Imagine a class Item that represents an item of a cart shop. An item is composed of a name, a quantity, and an individual price. The final price of the item is the multiplication of its quantity per its individual price. The class has the following implementation:

import java.math.BigDecimal;

public class Item {

    private final String name;
    private final int qty;
    private final BigDecimal individualPrice;

    public Item(String name, int qty, BigDecimal individualPrice) {
        this.name = name;
        this.qty = qty;
        this.individualPrice = individualPrice;
    }

    // getters ...

    public BigDecimal finalAmount() {
        return individualPrice.multiply(new BigDecimal(qty));
    }

    @Override
    public String toString() {
        return "Product " + name + " times" + qty + " = " + finalAmount();
    }
}

Suppose now that a less attentive developer writes the following test as to exercise the finalAmount behaviour:

public class ItemTest {

    @Test
    void qtyTimesIndividualPrice() {
        var item = new Item("Playstation IV with 64 GB and super wi-fi",
                3,
                new BigDecimal("599.99"));

        // this is too sensitive!
        Assertions.assertEquals("Product Playstation IV with 64 GB " +
                "and super wi-fi times " + 3 + " = 1799.97", item.toString());
    }
}

The test above indeed exercises the calculation of the final amount.
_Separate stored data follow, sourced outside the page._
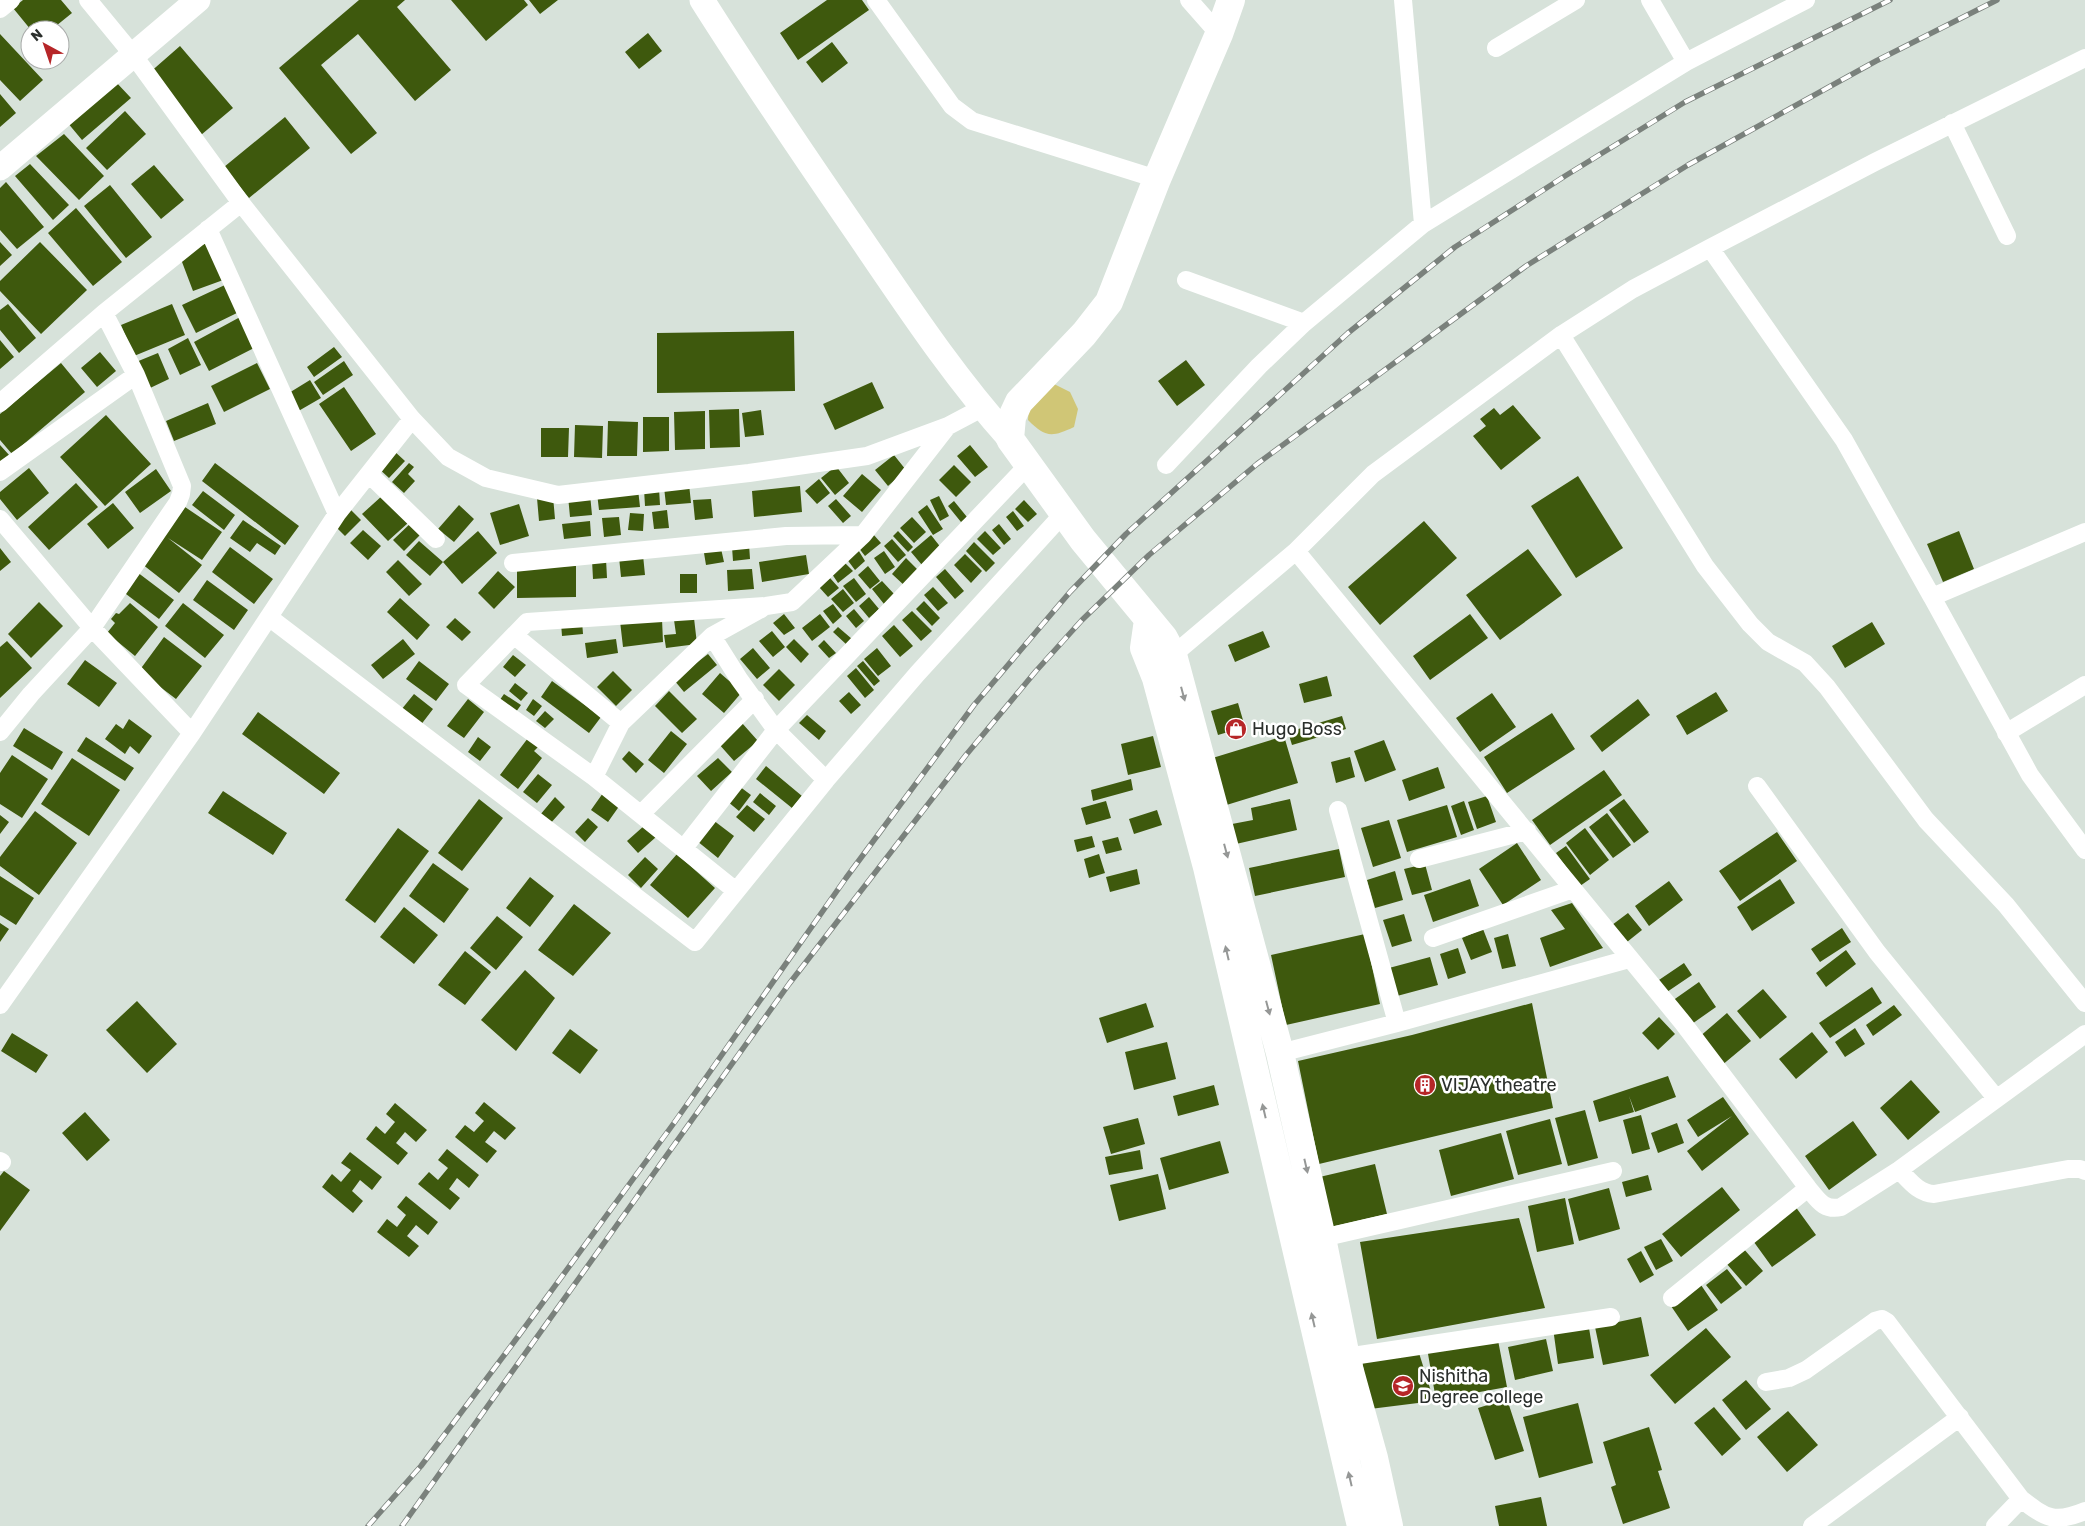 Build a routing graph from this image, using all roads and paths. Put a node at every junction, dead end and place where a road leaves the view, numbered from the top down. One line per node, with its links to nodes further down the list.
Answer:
1 (11, 0): 12 (street)
2 (88, 0): 15 (street)
3 (198, 0): 15 (street)
4 (702, 0): 32 (street)
5 (876, 0): 20 (street)
6 (1189, 0): 13 (street)
7 (1231, 0): 13 (highway)
8 (1403, 0): 22 (street)
9 (1576, 0): 14 (street)
10 (1650, 0): 17 (street)
11 (1806, 0): 17 (street)
12 (0, 9)
13 (1218, 34): 20 (highway)
14 (1496, 48)
15 (134, 56): 19 (street); 21 (street)
16 (2085, 58): 18 (street)
17 (1686, 62): 22 (street)
18 (1952, 123): 24 (street); 25 (street)
19 (0, 168)
20 (1157, 180): 35 (highway)
21 (240, 203): 23 (street); 33 (street)
22 (1423, 224): 28 (street)
23 (208, 229): 27 (street); 41 (street)
24 (2007, 236)
25 (1710, 248): 29 (street); 48 (street)
26 (1186, 280): 28 (street)
27 (104, 313): 30 (street); 31 (street)
28 (1304, 322): 37 (street)
29 (1562, 335): 46 (street); 76 (street)
30 (136, 375): 38 (street); 52 (street)
31 (0, 403)
32 (982, 408): 34 (street); 35 (street)
33 (412, 419): 34 (street); 39 (street)
34 (948, 426): 44 (street)
35 (1010, 439): 36 (highway)
36 (1029, 464): 40 (highway); 59 (street)
37 (1166, 465)
38 (0, 472)
39 (368, 474): 41 (street); 45 (street)
40 (1064, 513): 51 (highway); 64 (street)
41 (337, 514): 50 (street)
42 (0, 518): 52 (street)
43 (2085, 532): 48 (street)
44 (863, 535): 47 (street); 49 (street)
45 (436, 539)
46 (1296, 551): 55 (street); 68 (street)
47 (513, 563)
48 (1932, 597): 62 (street)
49 (766, 606): 53 (street); 54 (street)
50 (270, 618): 61 (street); 73 (street)
51 (1148, 620): 55 (highway); 94 (highway, one-way to 51)
52 (92, 628): 60 (street); 61 (street)
53 (515, 636): 58 (street); 63 (street)
54 (712, 636): 57 (street); 58 (street)
55 (1173, 655): 80 (highway, one-way to 80)
56 (2085, 685): 62 (street)
57 (755, 700): 59 (street); 67 (street)
58 (621, 723): 63 (street)
59 (776, 730): 64 (street); 69 (street)
60 (0, 732)
61 (192, 733): 77 (street)
62 (2006, 733): 70 (street)
63 (594, 777): 67 (street)
64 (826, 780): 73 (street)
65 (1757, 786): 81 (street)
66 (1338, 810): 78 (street)
67 (641, 814): 69 (street)
68 (1527, 831): 71 (street); 72 (street)
69 (684, 848): 73 (street)
70 (2085, 850)
71 (1419, 859)
72 (1573, 889): 74 (street); 75 (street)
73 (736, 891)
74 (1433, 938)
75 (1629, 958): 78 (street); 85 (street)
76 (2085, 1003)
77 (0, 1005)
78 (1397, 1024): 80 (street)
79 (2085, 1034): 81 (street)
80 (1280, 1053): 86 (highway, one-way to 86)
81 (1996, 1098): 83 (street)
82 (1613, 1170): 86 (street)
83 (1899, 1170): 84 (street); 85 (street)
84 (2085, 1171)
85 (1808, 1188): 87 (street)
86 (1322, 1238): 89 (highway)
87 (1672, 1298)
88 (1610, 1317): 89 (street)
89 (1346, 1357): 95 (highway)
90 (1766, 1382): 91 (street)
91 (1960, 1417): 92 (street); 96 (street)
92 (2021, 1499): 93 (street); 97 (street)
93 (2085, 1512)
94 (1361, 1526)
95 (1389, 1526)
96 (1812, 1526)
97 (1995, 1526)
However, one can see that the developer took a shortcut. (S)he decided to assert the overall behaviour by making use of the toString method of the class. Maybe because the developer felt that this assertion was more strict, as it asserts not only the final price, but also the name of the product and its quantity.

While this seems to work at first, this assertion is sensitive to changes in the implementation of the toString.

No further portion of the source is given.